Recently I read a book called, My Stroke of Insight: A Brain Scientist’s Personal Journey. It was written by a Woman who had had a stroke. She was also a “brain scientist” which means she was able to observe what was happening to her and look back on it and understand in a way that most people can’t.
She observes that after having been through this experience she looks at people with abilities different from the norm as having different abilities–not disabilities. The author talks about her perceptions as being very different at this time. I was fascinated by the left brain right brain ideas that she brings. The right brain is the brain that doesn’t have so much chatter–that belongs to the left brain. Consider that during meditation we are always working to quiet our chatter–maybe that’s because we are working towards working our brains equally.

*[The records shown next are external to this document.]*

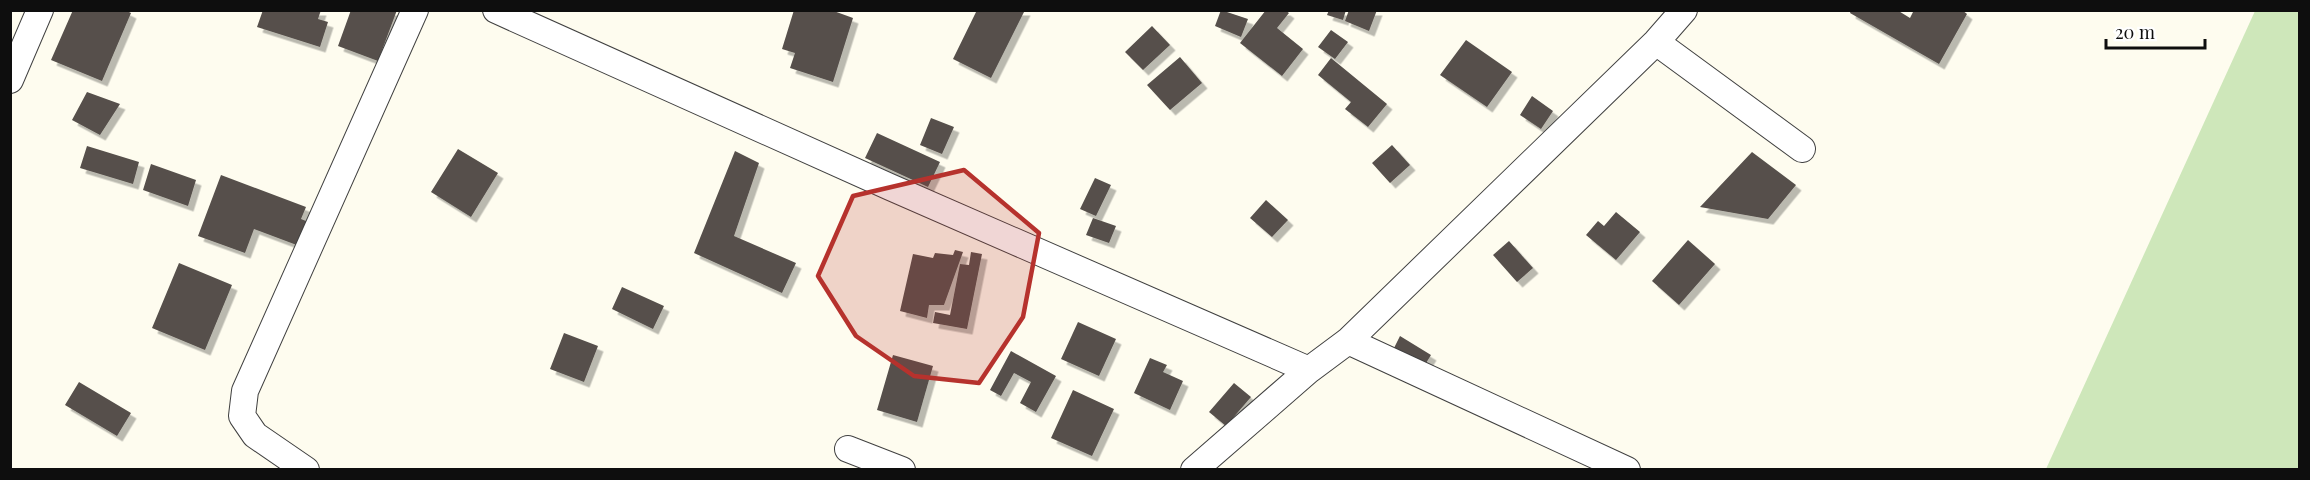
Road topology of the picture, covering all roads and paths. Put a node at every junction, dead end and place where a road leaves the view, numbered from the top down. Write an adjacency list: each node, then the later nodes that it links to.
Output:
1 (40, 10): 6 (street)
2 (415, 10): 11 (street)
3 (496, 10): 9 (street)
4 (1684, 10): 5 (street)
5 (1656, 42): 7 (street); 8 (street)
6 (10, 80)
7 (1802, 149)
8 (1348, 341): 9 (street); 14 (street)
9 (1309, 370): 13 (street)
10 (848, 449): 12 (street)
11 (306, 470)
12 (902, 470)
13 (1194, 470)
14 (1627, 470)

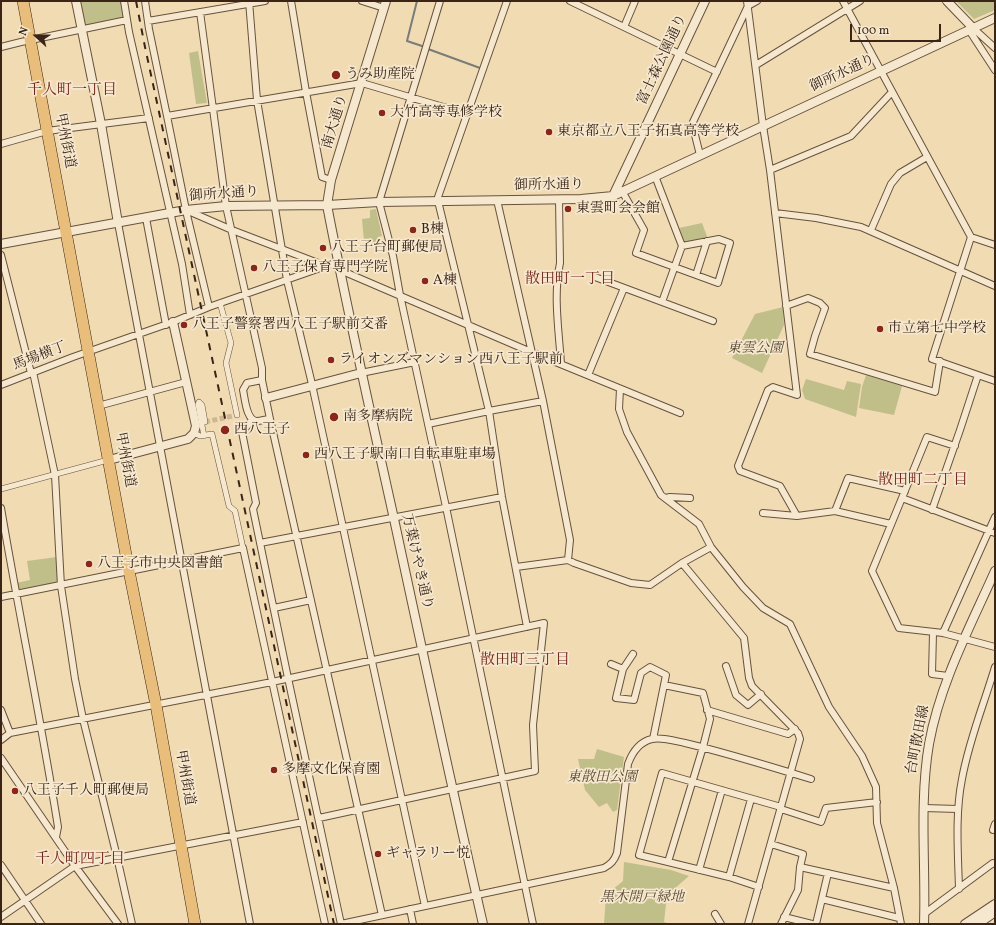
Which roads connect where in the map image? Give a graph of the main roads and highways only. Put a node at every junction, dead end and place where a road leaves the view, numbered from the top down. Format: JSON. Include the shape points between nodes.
{"nodes":[{"id":1,"x":23,"y":1,"type":"edge"},
{"id":2,"x":195,"y":924,"type":"edge"}],
"edges":[{"from":1,"to":2,"type":"highway","name":"甲州街道"}]}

Anyone who knows someone who has had a stroke or any health care provider or stroke survivor should really take a look at this book. It’s a marvelous perspective that we don’t always get to see.
In searching for an answer to why do we think that sickness is wrong, I came across Deepak Chopra’s book, Quantum Healing. I’m familiar with Chopra’s work and have probably read this book long ago. However, reading it with fresh eyes, I need to recommend it to others because of a couple of important conclusions.

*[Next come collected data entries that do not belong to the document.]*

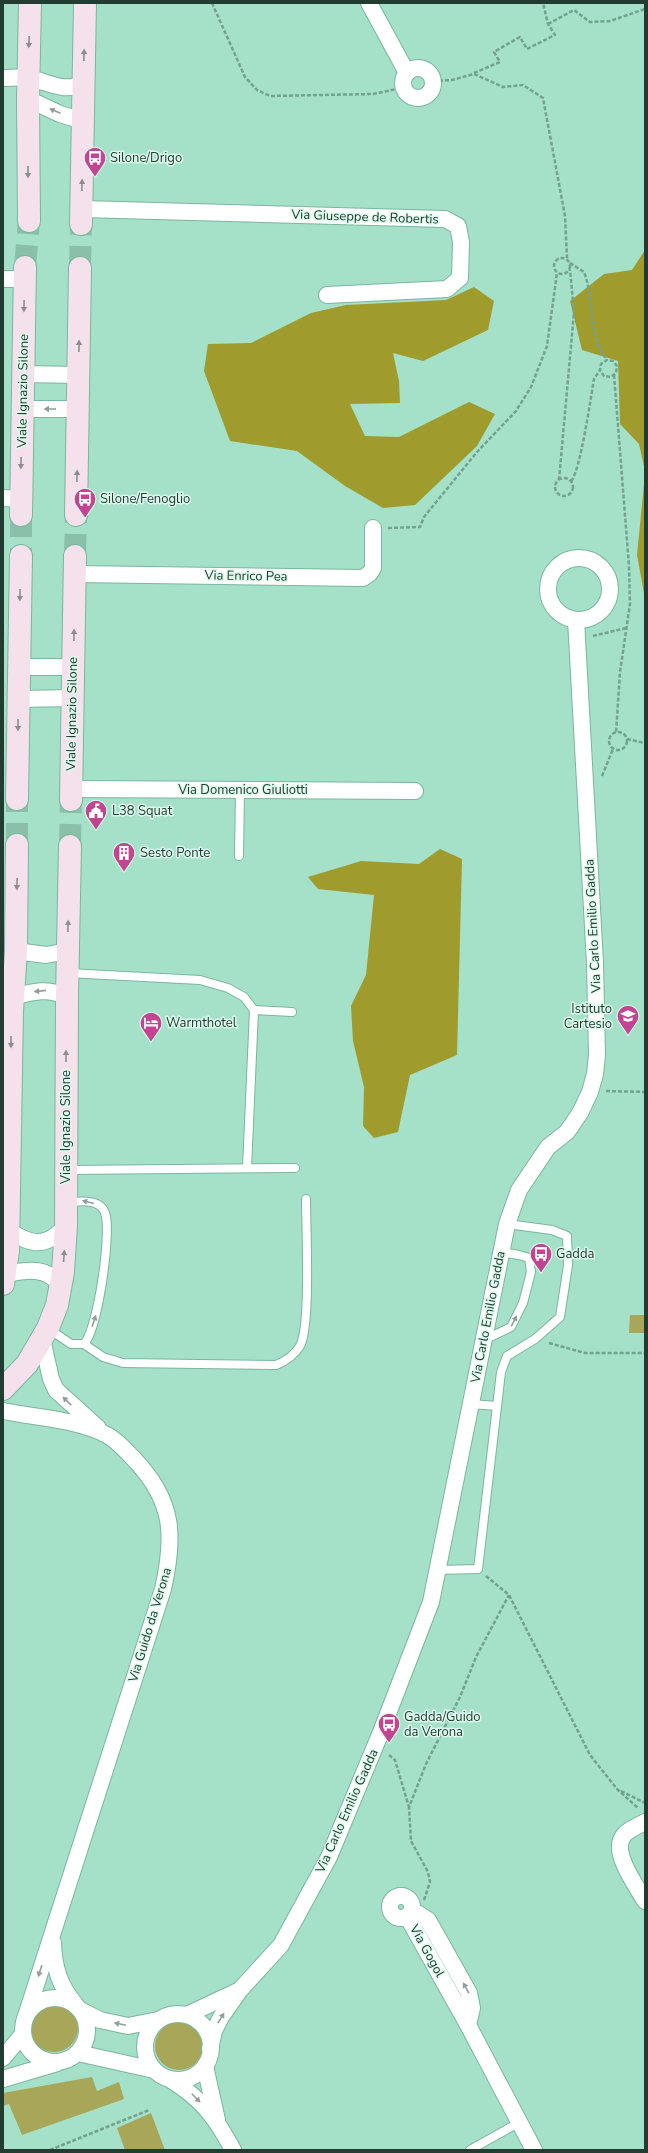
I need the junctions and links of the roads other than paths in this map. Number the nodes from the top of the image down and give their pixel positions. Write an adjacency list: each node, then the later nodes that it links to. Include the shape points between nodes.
1 (30, 3): 7 (street, one-way to 7)
2 (85, 3): 6 (street, one-way to 2)
3 (369, 3): 5 (street)
4 (3, 78): 7 (street)
5 (405, 80): 5 (street, via 411,69 422,68 433,81 430,92 421,98 410,96)
6 (83, 83): 7 (street, via 76,87); 8 (street)
7 (28, 89): 8 (street, one-way to 7, via 60,114); 10 (street, one-way to 10)
8 (83, 120): 9 (street, one-way to 8)
9 (81, 216): 14 (street, Via Giuseppe de Robertis, via 445,219 458,226 461,242 460,278 447,289)
10 (29, 221)
11 (80, 268): 16 (street, one-way to 11)
12 (25, 273): 13 (street); 15 (street, Viale Ignazio Silone, one-way to 15)
13 (3, 279)
14 (327, 295)
15 (23, 374): 16 (street); 17 (street, Viale Ignazio Silone)
16 (78, 374): 18 (street)
17 (22, 409): 18 (street, one-way to 17); 19 (street, Viale Ignazio Silone, one-way to 19)
18 (78, 409): 20 (street, one-way to 18)
19 (15, 504)
20 (76, 515)
21 (373, 528): 23 (street, Via Enrico Pea, via 373,568 363,578)
22 (21, 556): 25 (street, one-way to 25)
23 (75, 565): 26 (street, Viale Ignazio Silone, one-way to 23)
24 (576, 620): 49 (street, Via Carlo Emilio Gadda, via 595,963 597,1055 590,1092 580,1112 567,1132 548,1147 532,1169 519,1190)
25 (18, 667): 26 (street); 28 (street)
26 (73, 667): 27 (street, Viale Ignazio Silone)
27 (72, 698): 28 (street); 31 (street, Viale Ignazio Silone)
28 (18, 699): 32 (street, one-way to 32)
29 (240, 790): 30 (street, Via Domenico Giuliotti); 31 (street, Via Domenico Giuliotti); 35 (lane)
30 (415, 791)
31 (71, 795)
32 (18, 799)
33 (70, 846): 37 (street, Viale Ignazio Silone, one-way to 33)
34 (12, 855): 36 (street, one-way to 36)
35 (239, 856)
36 (16, 951): 37 (street, via 46,955); 40 (street)
37 (68, 951): 38 (street, Viale Ignazio Silone)
38 (67, 973): 39 (street, Viale Ignazio Silone); 41 (lane, via 200,980 228,988 244,997)
39 (67, 997): 40 (street, one-way to 40, via 57,992 46,991); 46 (street, Viale Ignazio Silone, one-way to 39)
40 (9, 1010): 43 (street, one-way to 43)
41 (254, 1010): 42 (lane); 44 (lane)
42 (292, 1012)
43 (7, 1080): 51 (street)
44 (247, 1168): 45 (lane); 46 (lane)
45 (296, 1168)
46 (66, 1170): 48 (street, Viale Ignazio Silone)
47 (306, 1199): 57 (lane, via 306,1322 300,1346 287,1360 276,1366 128,1363 104,1357)
48 (66, 1203): 50 (street, Viale Ignazio Silone); 57 (lane, one-way to 48, via 96,1318 101,1294 106,1234 105,1213 99,1206 87,1201)
49 (507, 1224): 52 (street, Via Carlo Emilio Gadda); 60 (lane, via 552,1230 567,1236 568,1265 560,1317 535,1339 507,1356 501,1372)
50 (66, 1226): 51 (street, via 53,1238 39,1243 25,1240); 54 (street, Viale Ignazio Silone, one-way to 50)
51 (8, 1230): 53 (street)
52 (501, 1252): 56 (street, Via Carlo Emilio Gadda); 56 (lane, one-way to 52, via 511,1327 523,1303 531,1272 529,1258)
53 (4, 1279): 54 (street, via 24,1271 38,1271 50,1275)
54 (61, 1286): 55 (street, Viale Ignazio Silone, via 55,1312)
55 (45, 1334): 57 (lane, via 71,1344); 58 (street, Viale Ignazio Silone, via 27,1364); 62 (street, one-way to 55, via 56,1390 51,1379)
56 (482, 1341): 59 (street, Via Carlo Emilio Gadda)
57 (84, 1344)
58 (3, 1389)
59 (471, 1404): 60 (lane); 63 (street, Via Carlo Emilio Gadda)
60 (497, 1406): 63 (lane, via 478,1569)
61 (3, 1411): 62 (street, Via Guido da Verona, via 70,1423)
62 (108, 1435): 67 (street, Via Guido da Verona, via 153,1481 167,1515 171,1546 163,1589)
63 (437, 1570): 68 (street, Via Carlo Emilio Gadda, via 431,1602 375,1747 328,1857 281,1945)
64 (643, 1816): 65 (street, via 624,1835 618,1847)
65 (645, 1901)
66 (414, 1915): 83 (street, Via Gogol, via 428,1920 469,1993 472,2013 468,2025)
67 (52, 1934): 69 (street, Via Guido da Verona, via 53,1958 58,1978 65,1992); 71 (street, Via Guido da Verona, one-way to 71)
68 (240, 1990): 70 (street, Via Carlo Emilio Gadda); 74 (street, Via Carlo Emilio Gadda, one-way to 68, via 217,2024)
69 (79, 2008): 71 (street, via 64,1999 47,1998 38,2002); 72 (street, one-way to 69, via 128,2026 100,2020); 75 (street, via 88,2028 84,2046)
70 (187, 2014): 72 (street, via 170,2014); 74 (street, via 206,2027)
71 (26, 2016): 73 (street)
72 (158, 2020): 79 (street, via 150,2028 145,2040 147,2059)
73 (23, 2034): 76 (street); 77 (street, via 31,2051 38,2057 46,2061)
74 (210, 2049): 78 (street)
75 (78, 2053): 77 (street); 79 (street)
76 (3, 2058)
77 (64, 2061): 80 (street)
78 (205, 2066): 81 (street, via 192,2077); 82 (street)
79 (154, 2070): 81 (street)
80 (3, 2079)
81 (171, 2080): 82 (street, one-way to 82, via 195,2097)
82 (218, 2121): 84 (street)
83 (520, 2122): 85 (lane); 86 (street, Via Gogol)
84 (233, 2150)
85 (470, 2150)
86 (534, 2150)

On issue that I had with his Perfect Health book is that health is available to us all. He makes it sound so easy. But in Quantum Healing, Chopra points out that health and illness are very complicated issues. It’s not just about the patient. It is about the environment. It can also be about karma. Chopra brings a very important detail about karma into the discussion. Karma isn’t a personal thing, as having something be personal is all about the ego. Therefore, it is not my karma or your karma, but simply karma. That means that any of us may choose or be chosen to balance help balance the karmic scales whenever there is something evil that has been done. This means that we don’t necessarily pay exactly for our sins but we pay for the collective.
Within this book there is a lot of good information and lots of things to consider. It may be a bit difficult for those without a medical background. Most of Chopra’s work is very accessible to anyone but there are parts in here where he attempts to explain some complicated ideas. Overall he does a fine job but impatient readers may get lost.